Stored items
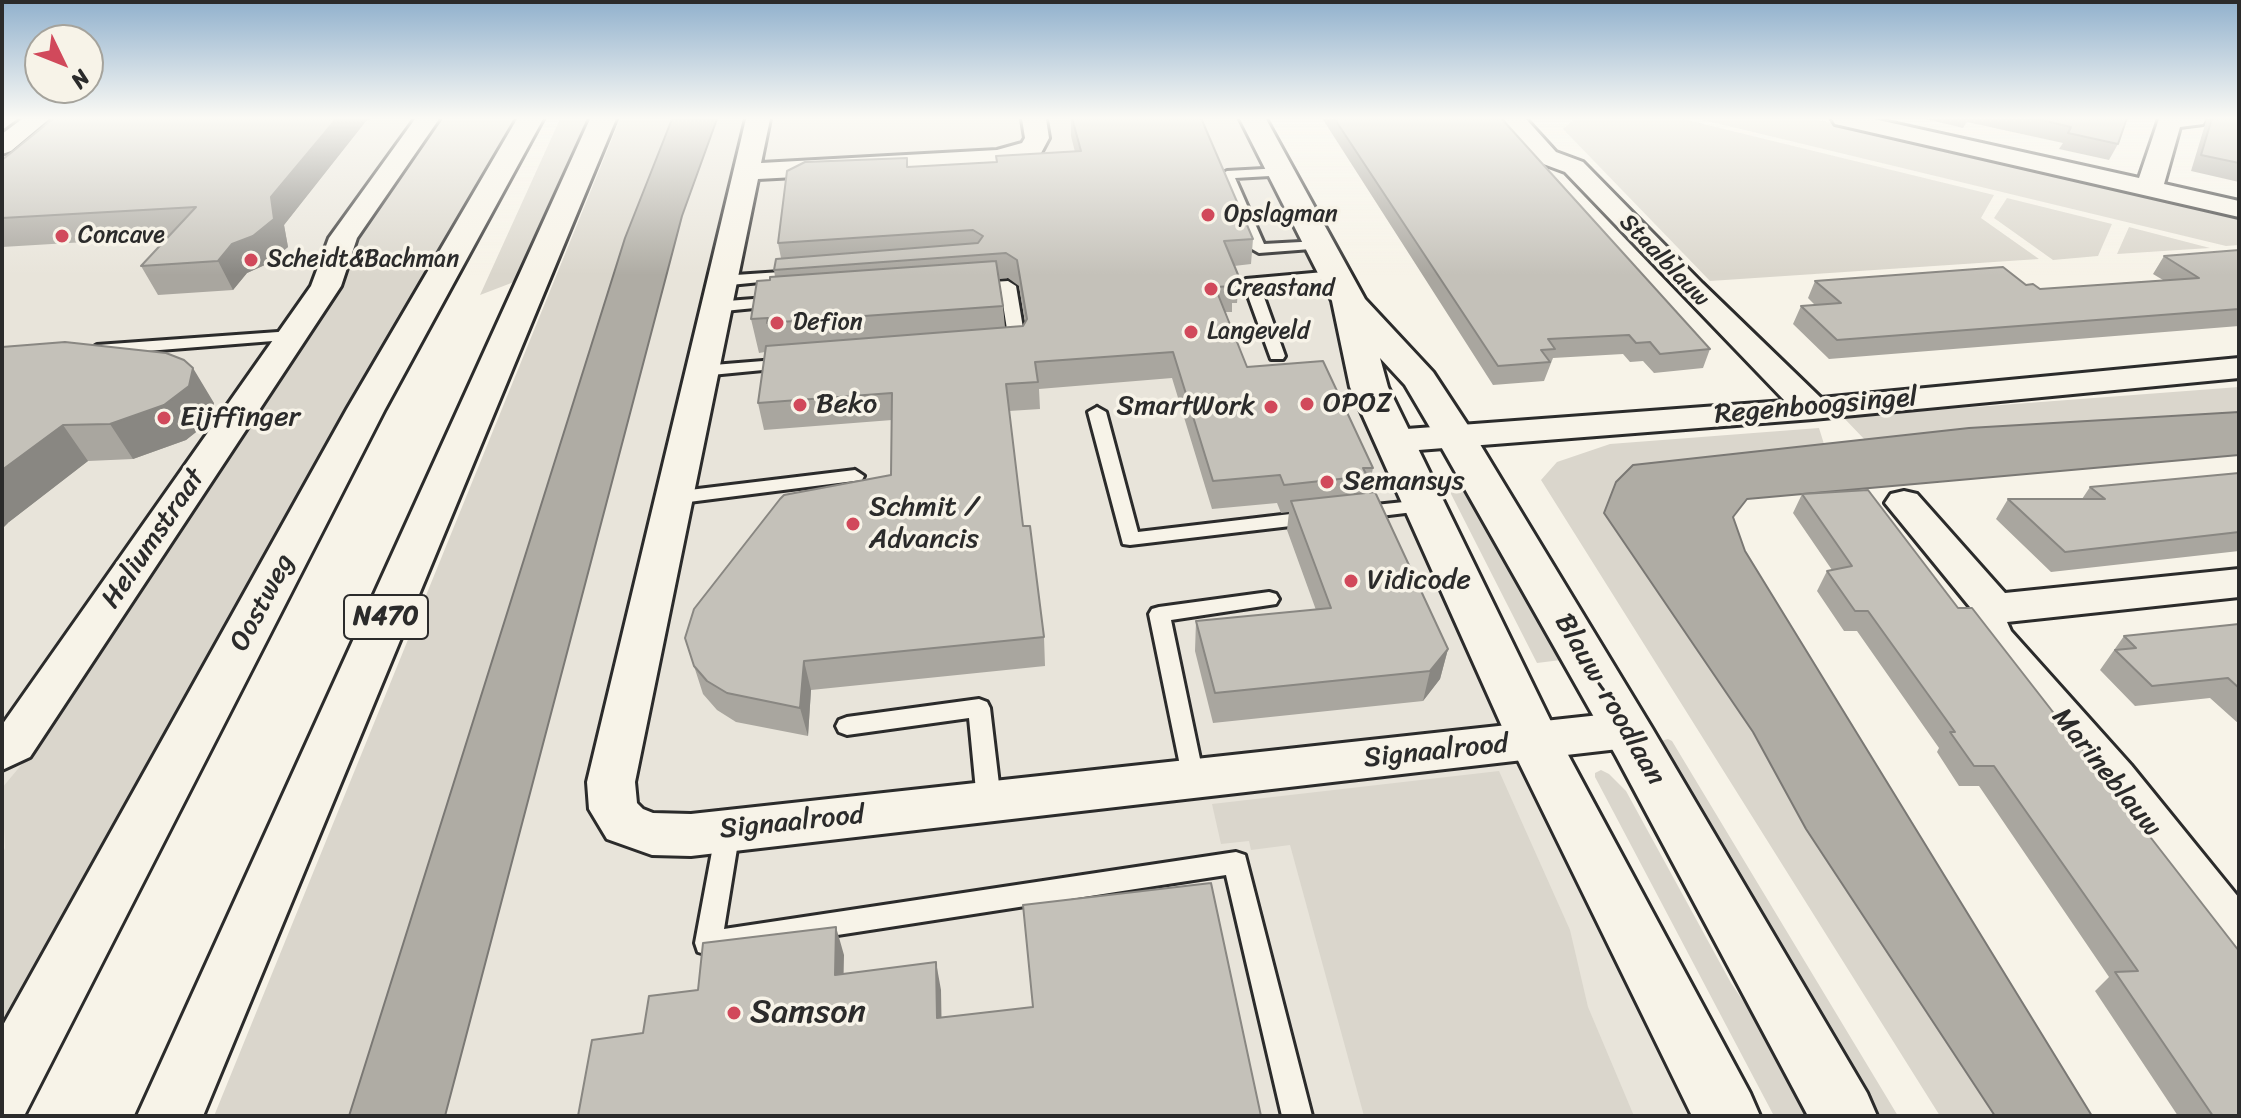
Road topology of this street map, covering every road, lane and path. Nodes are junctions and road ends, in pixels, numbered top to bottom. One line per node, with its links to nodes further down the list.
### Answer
1 (390, 171): 18 (street, Heliumstraat)
2 (500, 171): 44 (main road, Oostweg)
3 (580, 171): 45 (main road, N470)
4 (759, 171): 8 (street)
5 (1578, 171): 25 (street, Staalblauw)
6 (2081, 171): 10 (street)
7 (2154, 171): 10 (street)
8 (744, 172): 16 (street, Signaalrood)
9 (1282, 172): 12 (main road, Blauw-roodlaan); 12 (lane)
10 (2149, 188): 11 (street)
11 (2239, 209)
12 (1319, 245): 14 (main road, Blauw-roodlaan)
13 (816, 274): 16 (lane)
14 (1342, 288): 21 (lane); 27 (main road, Blauw-roodlaan); 28 (main road, Blauw-roodlaan)
15 (961, 289): 19 (lane)
16 (717, 294): 17 (lane); 24 (street, Signaalrood)
17 (792, 302)
18 (292, 336): 20 (lane); 39 (street, Heliumstraat)
19 (1003, 347)
20 (78, 351)
21 (1277, 356)
22 (812, 362): 24 (lane)
23 (2239, 368): 25 (street, Regenboogsingel)
24 (701, 371): 30 (street, Signaalrood)
25 (1813, 409): 27 (street, Regenboogsingel)
26 (1097, 412): 32 (lane)
27 (1455, 436): 28 (street, Regenboogsingel); 37 (main road, Blauw-roodlaan)
28 (1393, 441): 32 (main road, Blauw-roodlaan)
29 (855, 476): 30 (lane)
30 (673, 498): 42 (street, Signaalrood)
31 (1904, 503): 35 (street)
32 (1423, 506): 38 (main road, Blauw-roodlaan)
33 (2239, 583): 35 (street)
34 (1269, 599): 40 (lane)
35 (1995, 609): 43 (street, Marineblauw)
36 (847, 726): 41 (lane)
37 (1627, 730): 38 (street, Signaalrood); 48 (main road, Blauw-roodlaan)
38 (1534, 740): 40 (street, Signaalrood); 47 (main road, Blauw-roodlaan)
39 (2, 752)
40 (1192, 778): 41 (street, Signaalrood)
41 (989, 801): 42 (street, Signaalrood)
42 (728, 830): 46 (lane)
43 (2239, 938)
44 (2, 1091)
45 (170, 1116)
46 (1297, 1116)
47 (1727, 1116)
48 (1844, 1116)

> EXERCISE OBJECTIVE:
Each line above should be printed again exactly, though the pictures should not be.

> FINISHED EXERCISE:
Road topology of this street map, covering every road, lane and path. Nodes are junctions and road ends, in pixels, numbered top to bottom. One line per node, with its links to nodes further down the list.
### Answer
1 (390, 171): 18 (street, Heliumstraat)
2 (500, 171): 44 (main road, Oostweg)
3 (580, 171): 45 (main road, N470)
4 (759, 171): 8 (street)
5 (1578, 171): 25 (street, Staalblauw)
6 (2081, 171): 10 (street)
7 (2154, 171): 10 (street)
8 (744, 172): 16 (street, Signaalrood)
9 (1282, 172): 12 (main road, Blauw-roodlaan); 12 (lane)
10 (2149, 188): 11 (street)
11 (2239, 209)
12 (1319, 245): 14 (main road, Blauw-roodlaan)
13 (816, 274): 16 (lane)
14 (1342, 288): 21 (lane); 27 (main road, Blauw-roodlaan); 28 (main road, Blauw-roodlaan)
15 (961, 289): 19 (lane)
16 (717, 294): 17 (lane); 24 (street, Signaalrood)
17 (792, 302)
18 (292, 336): 20 (lane); 39 (street, Heliumstraat)
19 (1003, 347)
20 (78, 351)
21 (1277, 356)
22 (812, 362): 24 (lane)
23 (2239, 368): 25 (street, Regenboogsingel)
24 (701, 371): 30 (street, Signaalrood)
25 (1813, 409): 27 (street, Regenboogsingel)
26 (1097, 412): 32 (lane)
27 (1455, 436): 28 (street, Regenboogsingel); 37 (main road, Blauw-roodlaan)
28 (1393, 441): 32 (main road, Blauw-roodlaan)
29 (855, 476): 30 (lane)
30 (673, 498): 42 (street, Signaalrood)
31 (1904, 503): 35 (street)
32 (1423, 506): 38 (main road, Blauw-roodlaan)
33 (2239, 583): 35 (street)
34 (1269, 599): 40 (lane)
35 (1995, 609): 43 (street, Marineblauw)
36 (847, 726): 41 (lane)
37 (1627, 730): 38 (street, Signaalrood); 48 (main road, Blauw-roodlaan)
38 (1534, 740): 40 (street, Signaalrood); 47 (main road, Blauw-roodlaan)
39 (2, 752)
40 (1192, 778): 41 (street, Signaalrood)
41 (989, 801): 42 (street, Signaalrood)
42 (728, 830): 46 (lane)
43 (2239, 938)
44 (2, 1091)
45 (170, 1116)
46 (1297, 1116)
47 (1727, 1116)
48 (1844, 1116)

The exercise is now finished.